MANILA, Philippines — They came to Sabah in peace and will not start fighting. But they are ready to die for their cause.
Sultan Jamalul Kiram III of the Sultanate of Sulu and North Borneo stressed this when asked if his men will yield to pressures from Malaysia during a press conference at the Blue Mosque in Taguig yesterday.
He was asked by the Manila Bulletin on his “final, final, final stand” on Malaysia’s pressure to let his younger brother Rajah Muda Agbimuddin Kiram, the crown prince, to stand down and leave Lahad Datu, Sabah.
The crown prince and hundreds of his men, including members of the sultan’s royal security forces, occupied a village in Tanduao, Lahad Datu, more than 10 days ago.
Mounting pressures from the Malaysian and Philippine governments have not deterred the Moros from their stand to stay on in their “homeland.”
“My final, final, final stand, which does not only come from me, but from those who are there (Sabah), they said, do or die,” Kiram III said.
Sultan Bantilan Kiram, another younger brother of the sultan, echoed his sibling’s statements about the group’s determination not to withdraw.
Kiram III said his brother and his companions are in their homeland, so why should they leave.
He said that he made it clear to his followers who have guns to point them toward the ground to that they did not go there to provoke violence.
Sultan Bantilan Kiram said they are going to hold a consultation shortly with other members of ruling family to discuss more urgent matters regarding the issue.
Madam Hadja Celia Kiram III said the next step is to bring the Sulu sultanate’s Sabah claim to the international community – the United Nations or the International Court of Justice (ICJ).
Also in the press conference were Almarin Tillah, former governor of Tawi-Tawi and policy adviser of Sultan Esmail Kiram; Dr.

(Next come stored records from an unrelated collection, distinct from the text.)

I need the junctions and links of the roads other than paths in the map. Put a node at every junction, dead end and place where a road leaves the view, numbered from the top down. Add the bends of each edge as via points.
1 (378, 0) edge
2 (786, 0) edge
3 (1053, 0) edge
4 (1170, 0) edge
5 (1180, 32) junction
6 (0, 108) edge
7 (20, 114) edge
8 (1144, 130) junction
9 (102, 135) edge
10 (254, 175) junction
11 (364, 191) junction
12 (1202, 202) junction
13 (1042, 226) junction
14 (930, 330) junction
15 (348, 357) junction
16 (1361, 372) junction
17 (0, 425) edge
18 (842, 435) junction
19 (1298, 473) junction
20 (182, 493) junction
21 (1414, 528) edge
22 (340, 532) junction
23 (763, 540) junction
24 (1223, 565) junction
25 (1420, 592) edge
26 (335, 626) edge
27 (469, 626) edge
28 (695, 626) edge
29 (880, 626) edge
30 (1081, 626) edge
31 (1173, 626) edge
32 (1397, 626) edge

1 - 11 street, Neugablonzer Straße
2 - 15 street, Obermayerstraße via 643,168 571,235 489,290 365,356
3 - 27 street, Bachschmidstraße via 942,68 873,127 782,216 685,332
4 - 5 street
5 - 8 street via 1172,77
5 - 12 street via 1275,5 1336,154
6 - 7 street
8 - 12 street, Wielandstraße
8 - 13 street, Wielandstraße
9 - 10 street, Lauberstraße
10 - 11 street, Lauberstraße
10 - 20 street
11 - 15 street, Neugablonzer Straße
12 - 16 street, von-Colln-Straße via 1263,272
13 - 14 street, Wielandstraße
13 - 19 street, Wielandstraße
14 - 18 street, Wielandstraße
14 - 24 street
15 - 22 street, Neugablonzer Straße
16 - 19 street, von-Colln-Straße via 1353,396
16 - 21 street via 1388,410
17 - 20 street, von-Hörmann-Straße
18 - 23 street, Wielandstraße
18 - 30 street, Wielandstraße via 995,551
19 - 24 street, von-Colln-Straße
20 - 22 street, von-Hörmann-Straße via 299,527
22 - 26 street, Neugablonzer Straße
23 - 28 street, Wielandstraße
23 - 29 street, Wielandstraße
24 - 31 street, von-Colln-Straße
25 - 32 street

Abdurahman Amin, who is with the convenors of the Friday consultation at the Blue Mosque.
Amin read the convenors’ three-page statement, saying the Muslim communities in Metro Manila, in Luzon, and in Mindanao were hurt by Malacañang’s stand on the Sabah standoff.
While the administration of President Benigno S. Aquino III “is too proud” of its good governance policy, it is “complacent to the sentiments of the constituency as if they are not part of the Philippines,” the convenors said.
They accused the administration of taking Malaysia’s side and made “wild allegations” about sabotaging the government negotiation with the Moro Islamic Liberation Front (MILF).
On the other hand, Madam Kiram III said the royal family is thankful to the President for forming a group to look deeply into the Sabah claim of the sultanate.
She confirmed that Aquino had already sent emissaries to the family to discuss the crisis.
The convenors’ statement also called attention to the administration for what they described as “chilling effect” on the Moro tribes living in Sabah, such as Tausug, Sama, Badjao, Yakan, and Mapun, who have become Malaysian citizens as well as those “economic” refugees on the island.
They called for restraint from the sultanate and Malaysia, saying the entire Muslim community in the Philippines are “deeply concerned.”
“We are calling for ‘direct dialogue’ between the opposing sides without prior conditions” to be held in a neutral ground.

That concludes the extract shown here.